** Opening Data shown block **
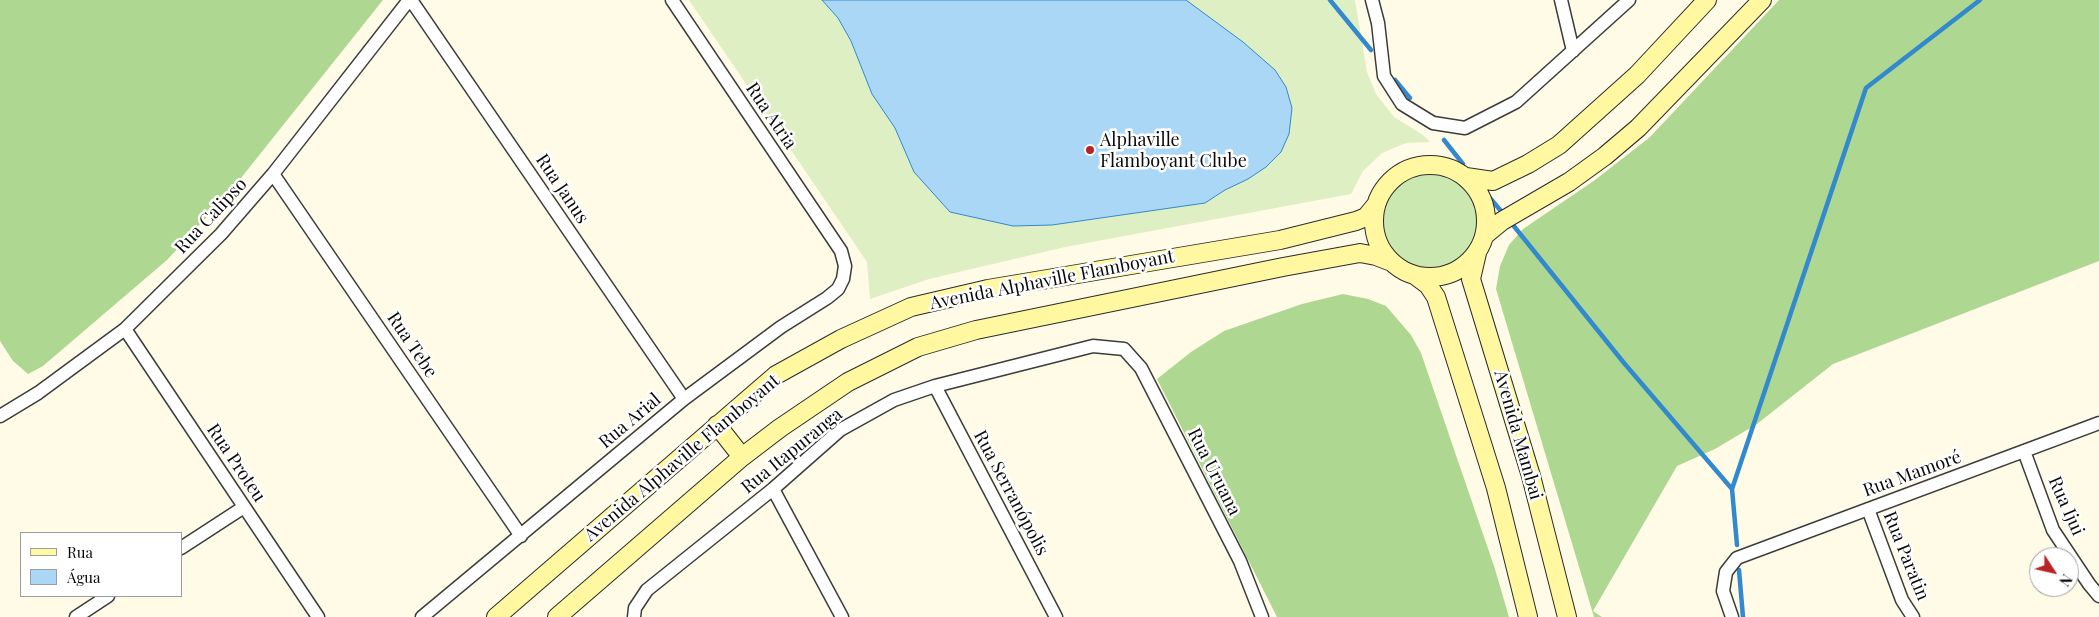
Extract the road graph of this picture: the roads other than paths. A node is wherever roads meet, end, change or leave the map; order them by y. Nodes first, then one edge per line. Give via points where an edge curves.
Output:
1 (410, 0) edge
2 (672, 0) edge
3 (1372, 0) edge
4 (1561, 0) edge
5 (1629, 0) edge
6 (1707, 0) edge
7 (1762, 0) edge
8 (1574, 51) junction
9 (273, 174) junction
10 (1466, 178) junction
11 (1375, 206) junction
12 (1485, 235) junction
13 (841, 251) joint
14 (1477, 253) junction
15 (1389, 261) junction
16 (1416, 276) junction
17 (125, 329) junction
18 (1124, 349) joint
19 (935, 386) junction
20 (684, 399) junction
21 (0, 416) edge
22 (2099, 423) edge
23 (717, 426) junction
24 (2024, 451) junction
25 (742, 457) junction
26 (773, 489) junction
27 (244, 506) junction
28 (1868, 509) junction
29 (521, 536) junction
30 (182, 547) edge
31 (2099, 596) edge
32 (106, 597) edge
33 (76, 617) edge
34 (318, 617) edge
35 (422, 617) edge
36 (496, 617) edge
37 (557, 617) edge
38 (634, 617) edge
39 (842, 617) edge
40 (1056, 617) edge
41 (1262, 617) edge
42 (1528, 617) edge
43 (1567, 617) edge
44 (1732, 617) edge
45 (1913, 617) edge

1 - 9 street, Rua Calipso
1 - 20 street, Rua Janus
2 - 13 street, Rua Atria
3 - 8 street via 1384,76 1402,104 1433,123 1465,128 1516,102
4 - 8 street
5 - 8 street
6 - 10 street via 1637,75 1559,145 1492,181
7 - 12 street via 1638,128 1605,156
9 - 17 street, Rua Calipso via 221,234
9 - 29 street, Rua Tebe
10 - 11 street via 1450,168 1430,164 1414,167 1398,174 1384,188
10 - 12 street via 1482,200 1486,215
11 - 15 street via 1373,225 1378,244
11 - 23 street, Avenida Alphaville Flamboyant via 1366,218 1280,240 988,289 911,307 841,339 776,375
12 - 14 street
13 - 20 street, Rua Arial via 845,266 838,289
14 - 16 street via 1463,268 1446,276
14 - 43 street, Avenida Mambai via 1471,279 1531,476
15 - 16 street via 1405,273
15 - 25 street, Avenida Alphaville Flamboyant via 1360,253 1341,256 1005,324 951,338 918,348 848,382
16 - 42 street, Avenida Mambai via 1436,297 1496,488
17 - 21 street, Rua Calipso via 38,393
17 - 27 street, Rua Proteu
18 - 19 street, Rua Itapuranga via 1093,346
18 - 41 street, Rua Uruana via 1141,368 1240,561
19 - 26 street, Rua Itapuranga via 894,400 840,430
19 - 40 street, Rua Serranópolis
20 - 29 street, Rua Arial
22 - 24 street, Rua Mamoré
23 - 25 street
23 - 36 street, Avenida Alphaville Flamboyant
24 - 28 street, Rua Mamoré
24 - 31 street, Rua Ijui via 2053,530
25 - 37 street, Avenida Alphaville Flamboyant
26 - 38 street, Rua Itapuranga via 647,590 635,608
26 - 39 street
27 - 30 street
27 - 34 street, Rua Proteu
28 - 44 street, Rua Mamoré via 1737,558 1726,572 1723,591
28 - 45 street, Rua Paratin via 1902,600
29 - 35 street, Rua Arial
32 - 33 street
** Closing Data shown block **
### [Problem statement]
From the first line to the last, set down the records above exactly and skip the pictures.

### [Output]
Extract the road graph of this picture: the roads other than paths. A node is wherever roads meet, end, change or leave the map; order them by y. Nodes first, then one edge per line. Give via points where an edge curves.
Output:
1 (410, 0) edge
2 (672, 0) edge
3 (1372, 0) edge
4 (1561, 0) edge
5 (1629, 0) edge
6 (1707, 0) edge
7 (1762, 0) edge
8 (1574, 51) junction
9 (273, 174) junction
10 (1466, 178) junction
11 (1375, 206) junction
12 (1485, 235) junction
13 (841, 251) joint
14 (1477, 253) junction
15 (1389, 261) junction
16 (1416, 276) junction
17 (125, 329) junction
18 (1124, 349) joint
19 (935, 386) junction
20 (684, 399) junction
21 (0, 416) edge
22 (2099, 423) edge
23 (717, 426) junction
24 (2024, 451) junction
25 (742, 457) junction
26 (773, 489) junction
27 (244, 506) junction
28 (1868, 509) junction
29 (521, 536) junction
30 (182, 547) edge
31 (2099, 596) edge
32 (106, 597) edge
33 (76, 617) edge
34 (318, 617) edge
35 (422, 617) edge
36 (496, 617) edge
37 (557, 617) edge
38 (634, 617) edge
39 (842, 617) edge
40 (1056, 617) edge
41 (1262, 617) edge
42 (1528, 617) edge
43 (1567, 617) edge
44 (1732, 617) edge
45 (1913, 617) edge

1 - 9 street, Rua Calipso
1 - 20 street, Rua Janus
2 - 13 street, Rua Atria
3 - 8 street via 1384,76 1402,104 1433,123 1465,128 1516,102
4 - 8 street
5 - 8 street
6 - 10 street via 1637,75 1559,145 1492,181
7 - 12 street via 1638,128 1605,156
9 - 17 street, Rua Calipso via 221,234
9 - 29 street, Rua Tebe
10 - 11 street via 1450,168 1430,164 1414,167 1398,174 1384,188
10 - 12 street via 1482,200 1486,215
11 - 15 street via 1373,225 1378,244
11 - 23 street, Avenida Alphaville Flamboyant via 1366,218 1280,240 988,289 911,307 841,339 776,375
12 - 14 street
13 - 20 street, Rua Arial via 845,266 838,289
14 - 16 street via 1463,268 1446,276
14 - 43 street, Avenida Mambai via 1471,279 1531,476
15 - 16 street via 1405,273
15 - 25 street, Avenida Alphaville Flamboyant via 1360,253 1341,256 1005,324 951,338 918,348 848,382
16 - 42 street, Avenida Mambai via 1436,297 1496,488
17 - 21 street, Rua Calipso via 38,393
17 - 27 street, Rua Proteu
18 - 19 street, Rua Itapuranga via 1093,346
18 - 41 street, Rua Uruana via 1141,368 1240,561
19 - 26 street, Rua Itapuranga via 894,400 840,430
19 - 40 street, Rua Serranópolis
20 - 29 street, Rua Arial
22 - 24 street, Rua Mamoré
23 - 25 street
23 - 36 street, Avenida Alphaville Flamboyant
24 - 28 street, Rua Mamoré
24 - 31 street, Rua Ijui via 2053,530
25 - 37 street, Avenida Alphaville Flamboyant
26 - 38 street, Rua Itapuranga via 647,590 635,608
26 - 39 street
27 - 30 street
27 - 34 street, Rua Proteu
28 - 44 street, Rua Mamoré via 1737,558 1726,572 1723,591
28 - 45 street, Rua Paratin via 1902,600
29 - 35 street, Rua Arial
32 - 33 street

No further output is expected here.